#### Data excerpts ####

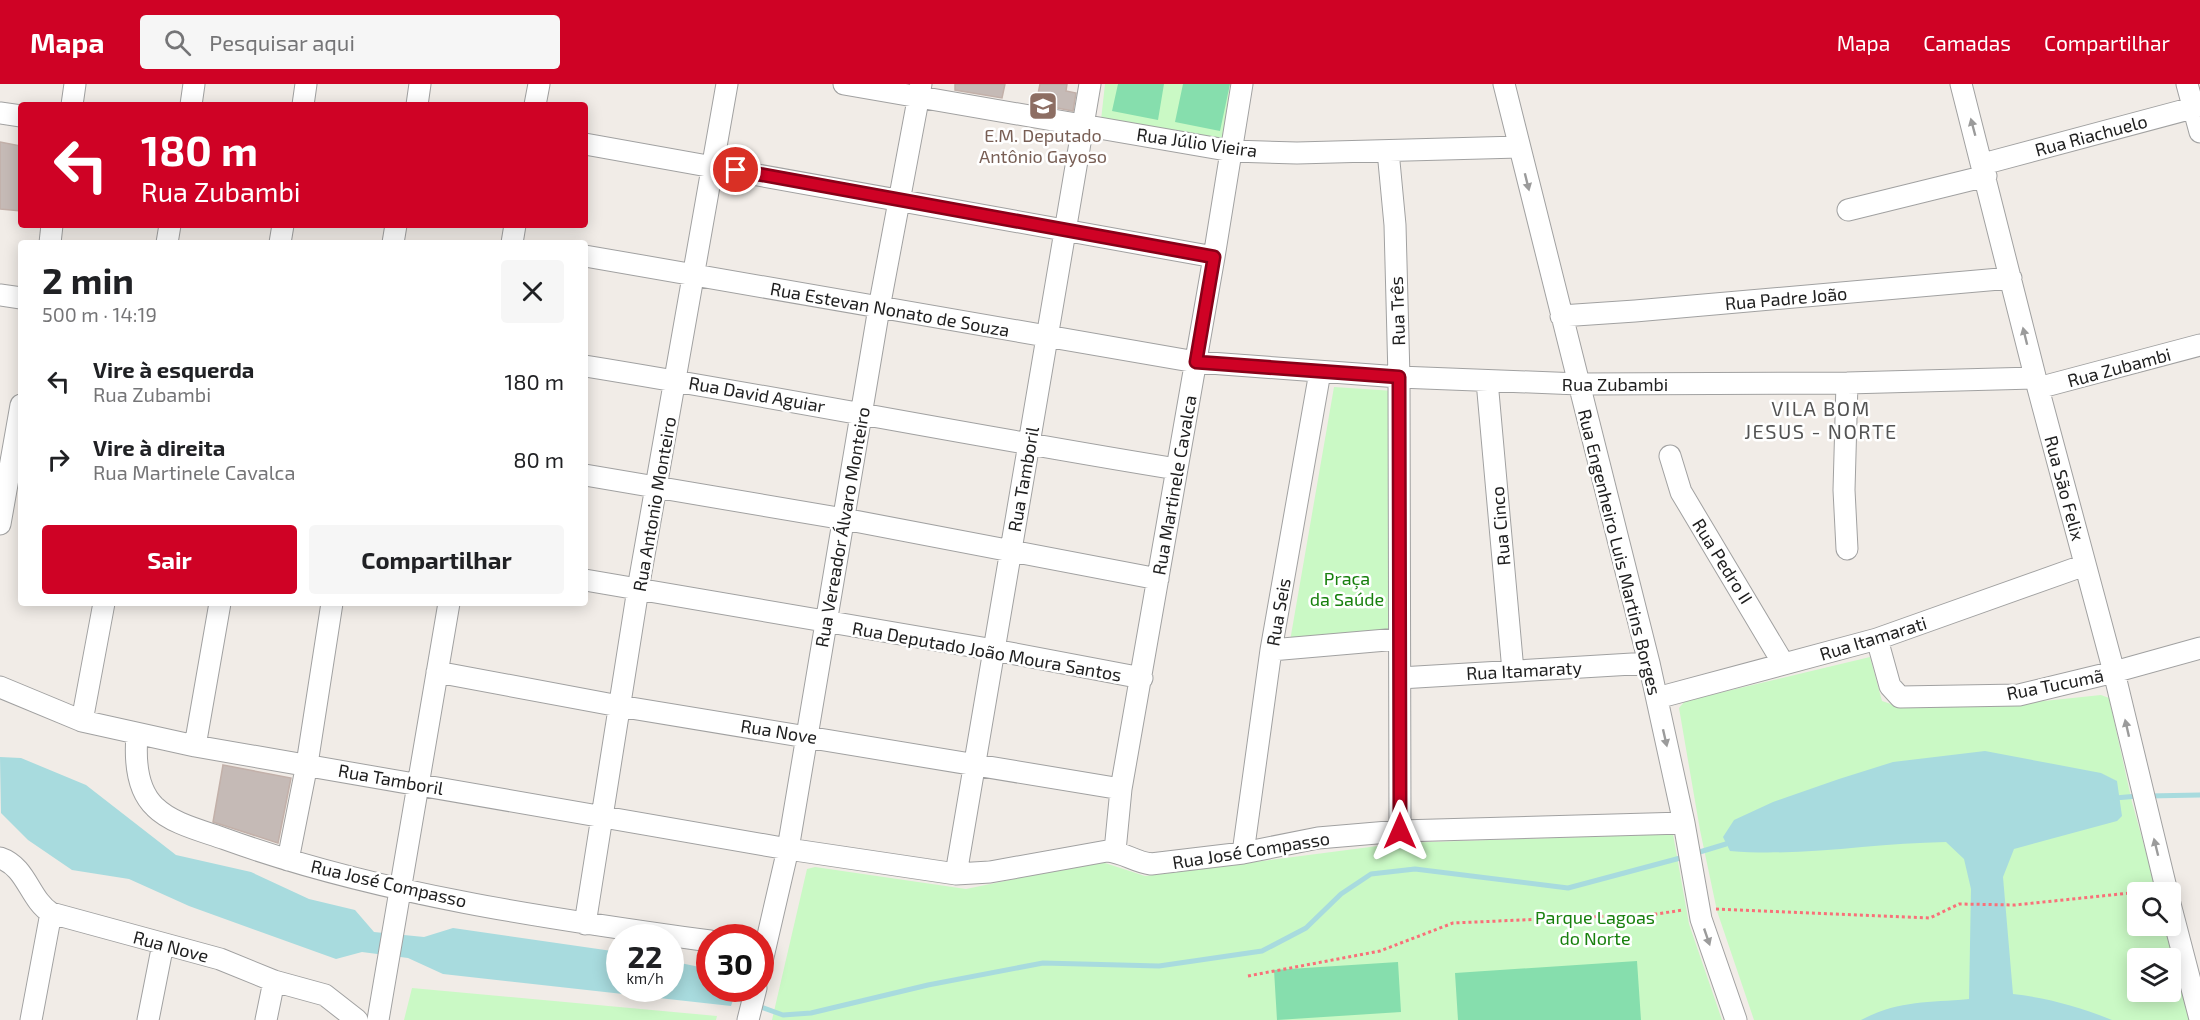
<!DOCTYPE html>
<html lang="pt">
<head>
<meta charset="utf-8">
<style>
  body { margin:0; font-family:"Exo 2",sans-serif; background:#f6f6f6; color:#202124; height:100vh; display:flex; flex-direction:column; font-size:22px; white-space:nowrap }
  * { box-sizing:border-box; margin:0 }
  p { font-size:20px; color:#757577 }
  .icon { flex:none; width:33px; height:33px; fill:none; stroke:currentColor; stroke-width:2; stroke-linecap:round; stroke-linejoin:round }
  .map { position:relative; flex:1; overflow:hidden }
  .panel { position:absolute; left:18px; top:156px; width:570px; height:366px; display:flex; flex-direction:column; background:#fff; border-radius:6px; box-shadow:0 3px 15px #0003 }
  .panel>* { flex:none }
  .guide { position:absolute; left:18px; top:18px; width:570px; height:126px; border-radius:6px; box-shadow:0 3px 15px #0003; background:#cf0225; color:#fff; overflow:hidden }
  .controls { position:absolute; left:2127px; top:798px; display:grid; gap:12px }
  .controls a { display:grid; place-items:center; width:54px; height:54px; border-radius:6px; background:#fff; box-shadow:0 3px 15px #0003; font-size:30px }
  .speed { position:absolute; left:606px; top:840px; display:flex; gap:12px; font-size:30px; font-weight:700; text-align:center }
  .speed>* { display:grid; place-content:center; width:78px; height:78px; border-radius:50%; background:#fff; box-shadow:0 3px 15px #0003; line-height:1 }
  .speed small { font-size:15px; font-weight:400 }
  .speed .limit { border:9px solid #d22; background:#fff; color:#111 }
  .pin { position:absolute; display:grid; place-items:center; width:51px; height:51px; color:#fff; margin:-26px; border:3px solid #fff; border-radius:50%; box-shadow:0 2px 6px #0007 }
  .me { position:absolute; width:66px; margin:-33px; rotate:0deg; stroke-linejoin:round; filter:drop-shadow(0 0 4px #0008) }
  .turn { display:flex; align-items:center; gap:21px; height:126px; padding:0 24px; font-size:27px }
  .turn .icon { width:78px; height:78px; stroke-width:2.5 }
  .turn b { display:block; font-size:42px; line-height:51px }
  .round { display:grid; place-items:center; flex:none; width:63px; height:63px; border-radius:6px; background:#f6f6f6 }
  .headline { display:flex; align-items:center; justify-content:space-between; height:102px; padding:0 24px }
  h1 { font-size:36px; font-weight:700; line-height:45px }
  .button { display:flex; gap:12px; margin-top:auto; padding:12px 24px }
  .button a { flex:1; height:69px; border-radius:6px; background:#cf0225; color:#fff; font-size:24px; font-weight:700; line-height:69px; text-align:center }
  .button a+a { background:#f6f6f6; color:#202124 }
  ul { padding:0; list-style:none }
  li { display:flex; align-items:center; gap:18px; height:78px; padding:0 24px }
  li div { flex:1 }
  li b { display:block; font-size:22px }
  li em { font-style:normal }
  header { display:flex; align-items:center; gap:36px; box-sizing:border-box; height:84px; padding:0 30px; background:#cf0225; color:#fff }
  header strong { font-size:28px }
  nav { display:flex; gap:33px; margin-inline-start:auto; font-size:21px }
  .search { width:420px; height:54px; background:#f6f6f6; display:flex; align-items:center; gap:15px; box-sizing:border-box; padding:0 21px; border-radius:6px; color:#757577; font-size:22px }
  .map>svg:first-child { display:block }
  .park { fill:#caf9c5; fill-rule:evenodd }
  .pitch { fill:#86dead }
  .water { fill:#a8dbde }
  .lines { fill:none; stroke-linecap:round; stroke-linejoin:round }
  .stream { stroke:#a8dbde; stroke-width:5 }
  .building { fill:#c5bab6; stroke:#c2b0a9; stroke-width:1.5 }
  .minor-casing { stroke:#a1a1a1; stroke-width:23 }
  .path { stroke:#f97079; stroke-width:3; stroke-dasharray:3 3; stroke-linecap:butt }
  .minor { stroke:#fff; stroke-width:21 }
  .oneway { fill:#9b9b9b }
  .route-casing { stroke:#870118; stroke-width:15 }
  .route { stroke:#cf0225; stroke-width:10 }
  .labels { text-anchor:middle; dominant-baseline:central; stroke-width:5; stroke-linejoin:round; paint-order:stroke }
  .education-label { font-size:18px; fill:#785e54; stroke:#fff }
  .street-label { font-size:18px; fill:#202020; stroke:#fff }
  .park-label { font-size:18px; fill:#17800d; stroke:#fff }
  .neighbourhood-label { font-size:20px; letter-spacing:1.5px; fill:#535353; stroke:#fff }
</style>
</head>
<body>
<header>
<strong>Mapa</strong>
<div class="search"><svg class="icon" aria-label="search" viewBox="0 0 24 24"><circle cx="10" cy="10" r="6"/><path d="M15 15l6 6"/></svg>Pesquisar aqui</div>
<nav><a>Mapa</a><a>Camadas</a><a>Compartilhar</a></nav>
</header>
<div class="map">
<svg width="2200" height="936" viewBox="0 0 2200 936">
  <rect width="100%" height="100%" fill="#f1ece7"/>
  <path class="park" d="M1105,0H1230L1222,59L1101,36Z
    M1334,303L1394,307L1393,550L1290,557Z
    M1870,573L1882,617L1897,622L1985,623L2101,611L2109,614L2132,718L2157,808H2138V842H2166L2191,936H1754L1717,827L1700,746L1679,624L1685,617ZM2138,874H2170V908H2138Z
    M1673,750L1689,840L1722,936H772L807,785L815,783L966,805L1091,779H1105L1145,792L1401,759Z
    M412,904L717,932L716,936H404Z"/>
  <path class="pitch" d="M1118,0H1164L1158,36L1112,27Z
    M1183,0H1230L1220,47L1175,38Z
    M1637,877L1641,936H1458L1455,889Z
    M1398,878L1401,928L1277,936L1274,886Z"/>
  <path class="water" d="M1985,667L2101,689L2117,697L2122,732L2117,737L2014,765L2003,793L2013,910C2048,914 2080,923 2112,936H1861C1899,916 1927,919 1969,915L1971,805L1964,775L1946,758C1874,759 1802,773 1730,767L1723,753L1734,736L1773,718L1839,695L1893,678Z
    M0,673L21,674L86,701L176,771L251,788L309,815L355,826L374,848L424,853L453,844L619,868L620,904H670L671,877L709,885L710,904L737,905L731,922L443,890L408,874L362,868L336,875L189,822L129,795L72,786L28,756L1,729Z"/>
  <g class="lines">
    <path class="stream" d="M2148,712L2200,711
      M2115,714L2138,712
      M1693,770L1726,760
      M729,912L749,918
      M758,922L783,931L811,929L928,901L1043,879L1159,882L1262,867L1306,844L1341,810L1371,790L1415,785L1568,804L1684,773"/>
  </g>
  <path class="building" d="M955,0H1005L1002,14L955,6Z
    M1040,0H1067L1066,7L1076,9L1073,27L1036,20Z
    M0,58L21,62V127L0,125Z
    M223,681L291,694L278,759L213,738Z"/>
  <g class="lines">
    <g class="minor-casing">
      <path id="minor" d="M844,0L1232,67L1297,69L1519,63
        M1504,0L1649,579L1684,739L1701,835L1736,936
        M1961,0L2038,304L2114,588L2167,808
        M2187,0L2200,48
        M72,21L75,0
        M191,21L194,0
        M303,21L306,0
        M417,21L420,0
        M535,21L539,0
        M0,29L21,32
        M585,60L1214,173
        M1388,67L1395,141L1399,293L1400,747
        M1983,80L2200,22
        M1848,126L1986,92
        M50,159L52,141
        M167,159L170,141
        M280,159L283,141
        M393,159L396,141
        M512,159L515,141
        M585,172L1196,278L1399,293L1579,300L1847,299L2035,294
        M0,211L21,214
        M1561,232L1635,227L2011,194
        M585,282C783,314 979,353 1177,385
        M1487,297L1513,587
        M2038,304L2200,261
        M1670,372L1681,408L1783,579
        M585,391L844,435L1158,495
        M0,440L21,321
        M1847,465L1844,406L1847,299
        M585,496L994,566L1142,594
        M1877,555L1890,602L1900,613L2019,611L2114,588L2200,564
        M1271,566L1398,555
        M437,588L619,622L1121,705
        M1400,594L1649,579
        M0,603L82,637L195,662L788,765L956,790L990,788L1107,767C1123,768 1135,778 1151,780L1243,769L1318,754L1400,747L1684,739
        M1657,614L1877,555L2085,481
        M82,637L104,519
        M137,651C135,675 136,705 155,723C172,740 203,747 225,755C377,810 550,835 710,857
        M195,662L220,519
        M1115,767L1121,705L1214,173L1242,0
        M1243,769L1271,566L1320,288
        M0,774C27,783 29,815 51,829L220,875L274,897L325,911L357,936
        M288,776L307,680L332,519
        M956,790L1090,0
        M2170,820L2200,935
        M585,840L638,505L727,0
        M760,886L788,765L879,224L921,0
        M31,936L51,829
        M148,936L163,860
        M266,936L274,897
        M378,936L449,519
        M748,936L756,904"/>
    </g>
    <path class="path" d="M1716,825L1930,834L1959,820L2015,821L2149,807
      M1248,892L1380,867L1453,839L1657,830L1683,826"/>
    <use href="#minor" class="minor"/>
  </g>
  <defs><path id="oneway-solid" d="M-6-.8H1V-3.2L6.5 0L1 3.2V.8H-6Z" transform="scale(1.5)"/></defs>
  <g class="oneway">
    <use href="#oneway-solid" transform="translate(1973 43) rotate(-105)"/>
    <use href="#oneway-solid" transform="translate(1527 98) rotate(76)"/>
    <use href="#oneway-solid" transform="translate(2025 252) rotate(-104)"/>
    <use href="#oneway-solid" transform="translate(2127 644) rotate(-103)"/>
    <use href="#oneway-solid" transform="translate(1665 654) rotate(77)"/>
    <use href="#oneway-solid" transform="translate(2156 763) rotate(-104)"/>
    <use href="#oneway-solid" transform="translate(1707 853) rotate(71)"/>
  </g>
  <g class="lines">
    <g class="route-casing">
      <path id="route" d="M736,86L1214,173L1196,278L1399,293L1400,747"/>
    </g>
    <use href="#route" class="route"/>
  </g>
  <defs>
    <g id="school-square" transform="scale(1.5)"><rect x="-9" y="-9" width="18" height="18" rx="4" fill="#8d6e63" stroke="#fff"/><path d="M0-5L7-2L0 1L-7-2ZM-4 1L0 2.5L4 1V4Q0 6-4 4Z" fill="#fff"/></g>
  </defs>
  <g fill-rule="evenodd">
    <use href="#school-square" x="1043" y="22"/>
  </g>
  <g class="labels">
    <g class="education-label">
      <text x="1043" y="51">E.M. Deputado<tspan x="1043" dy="21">Antônio Gayoso</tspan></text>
    </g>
    <g class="street-label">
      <text transform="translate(2091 51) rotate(-15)">Rua Riachuelo</text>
      <text transform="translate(1197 58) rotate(8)">Rua Júlio Vieira</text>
      <text transform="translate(1786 214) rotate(-5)">Rua Padre João</text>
      <text transform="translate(890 225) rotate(10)">Rua Estevan Nonato de Souza</text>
      <text transform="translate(1397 227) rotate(-92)">Rua Três</text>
      <text transform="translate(2119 283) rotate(-15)">Rua Zubambi</text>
      <text x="1615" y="300">Rua Zubambi</text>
      <text transform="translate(757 310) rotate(10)">Rua David Aguiar</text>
      <text transform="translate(1023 395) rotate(-80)">Rua Tamboril</text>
      <text transform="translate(1174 401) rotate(-80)">Rua Martinele Cavalca</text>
      <text transform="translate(2065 404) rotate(75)">Rua São Felix</text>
      <text transform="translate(654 420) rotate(-80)">Rua Antonio Monteiro</text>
      <text transform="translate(1500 442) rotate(-95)">Rua Cinco</text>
      <text transform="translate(842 443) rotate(-80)">Rua Vereador Álvaro Monteiro</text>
      <text transform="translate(1620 468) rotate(76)">Rua Engenheiro Luis Martins Borges</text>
      <text transform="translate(1723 477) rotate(58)">Rua Pedro II</text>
      <text transform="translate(1278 528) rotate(-80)">Rua Seis</text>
      <text transform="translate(1873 554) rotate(-17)">Rua Itamarati</text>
      <text transform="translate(987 567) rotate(10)">Rua Deputado João Moura Santos</text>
      <text transform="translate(1524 586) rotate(-3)">Rua Itamaraty</text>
      <text transform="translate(2055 600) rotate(-11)">Rua Tucumã</text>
      <text transform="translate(779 647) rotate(9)">Rua Nove</text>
      <text transform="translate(391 695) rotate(10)">Rua Tamboril</text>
      <text transform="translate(1251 766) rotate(-9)">Rua José Compasso</text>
      <text transform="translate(389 799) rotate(13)">Rua José Compasso</text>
      <text transform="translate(171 862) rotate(15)">Rua Nove</text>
    </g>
    <g class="park-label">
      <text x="1347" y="494">Praça<tspan x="1347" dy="21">da Saúde</tspan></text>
      <text x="1595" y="833">Parque Lagoas<tspan x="1595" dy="21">do Norte</tspan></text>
    </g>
    <g class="neighbourhood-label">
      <text x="1821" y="324">VILA BOM<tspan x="1821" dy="23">JESUS - NORTE</tspan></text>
    </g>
  </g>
</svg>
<div class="controls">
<a><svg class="icon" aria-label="search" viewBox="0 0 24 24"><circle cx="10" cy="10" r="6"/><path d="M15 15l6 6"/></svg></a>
<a><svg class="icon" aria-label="layers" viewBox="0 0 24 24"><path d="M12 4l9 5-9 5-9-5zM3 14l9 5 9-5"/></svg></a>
</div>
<div class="speed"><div>22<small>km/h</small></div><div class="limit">30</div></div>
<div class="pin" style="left:736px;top:86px;background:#d93025"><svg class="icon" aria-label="arrive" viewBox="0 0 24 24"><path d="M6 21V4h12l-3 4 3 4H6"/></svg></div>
<svg class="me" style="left:1400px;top:747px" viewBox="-20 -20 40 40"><path d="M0-17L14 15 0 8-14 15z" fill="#cf0225" stroke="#fff" stroke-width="4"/></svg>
<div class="guide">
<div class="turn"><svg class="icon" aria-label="left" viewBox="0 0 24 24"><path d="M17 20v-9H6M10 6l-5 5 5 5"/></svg><div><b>180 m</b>Rua Zubambi</div></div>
</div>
<section class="panel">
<div class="headline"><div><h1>2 min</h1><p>500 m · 14:19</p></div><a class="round"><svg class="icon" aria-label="close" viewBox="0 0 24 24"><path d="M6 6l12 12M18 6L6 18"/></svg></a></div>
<ul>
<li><svg class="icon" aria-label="left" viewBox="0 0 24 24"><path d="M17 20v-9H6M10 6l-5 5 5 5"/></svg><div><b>Vire à esquerda</b><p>Rua Zubambi</p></div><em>180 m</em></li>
<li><svg class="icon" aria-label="right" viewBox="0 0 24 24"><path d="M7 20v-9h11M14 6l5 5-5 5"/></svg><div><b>Vire à direita</b><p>Rua Martinele Cavalca</p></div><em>80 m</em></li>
</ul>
<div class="button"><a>Sair</a><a>Compartilhar</a></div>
</section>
</div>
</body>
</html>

####

◆ **Exercise directions**:
All that is wanted is an exact copy of the lines above from the one with "<strong>Mapa</strong>" through the one with "M1040,0H1067L1066,7L1076,9L1073,27L1036,20Z", with both ends included.

◆ **Your solution**:
<strong>Mapa</strong>
<div class="search"><svg class="icon" aria-label="search" viewBox="0 0 24 24"><circle cx="10" cy="10" r="6"/><path d="M15 15l6 6"/></svg>Pesquisar aqui</div>
<nav><a>Mapa</a><a>Camadas</a><a>Compartilhar</a></nav>
</header>
<div class="map">
<svg width="2200" height="936" viewBox="0 0 2200 936">
  <rect width="100%" height="100%" fill="#f1ece7"/>
  <path class="park" d="M1105,0H1230L1222,59L1101,36Z
    M1334,303L1394,307L1393,550L1290,557Z
    M1870,573L1882,617L1897,622L1985,623L2101,611L2109,614L2132,718L2157,808H2138V842H2166L2191,936H1754L1717,827L1700,746L1679,624L1685,617ZM2138,874H2170V908H2138Z
    M1673,750L1689,840L1722,936H772L807,785L815,783L966,805L1091,779H1105L1145,792L1401,759Z
    M412,904L717,932L716,936H404Z"/>
  <path class="pitch" d="M1118,0H1164L1158,36L1112,27Z
    M1183,0H1230L1220,47L1175,38Z
    M1637,877L1641,936H1458L1455,889Z
    M1398,878L1401,928L1277,936L1274,886Z"/>
  <path class="water" d="M1985,667L2101,689L2117,697L2122,732L2117,737L2014,765L2003,793L2013,910C2048,914 2080,923 2112,936H1861C1899,916 1927,919 1969,915L1971,805L1964,775L1946,758C1874,759 1802,773 1730,767L1723,753L1734,736L1773,718L1839,695L1893,678Z
    M0,673L21,674L86,701L176,771L251,788L309,815L355,826L374,848L424,853L453,844L619,868L620,904H670L671,877L709,885L710,904L737,905L731,922L443,890L408,874L362,868L336,875L189,822L129,795L72,786L28,756L1,729Z"/>
  <g class="lines">
    <path class="stream" d="M2148,712L2200,711
      M2115,714L2138,712
      M1693,770L1726,760
      M729,912L749,918
      M758,922L783,931L811,929L928,901L1043,879L1159,882L1262,867L1306,844L1341,810L1371,790L1415,785L1568,804L1684,773"/>
  </g>
  <path class="building" d="M955,0H1005L1002,14L955,6Z
    M1040,0H1067L1066,7L1076,9L1073,27L1036,20Z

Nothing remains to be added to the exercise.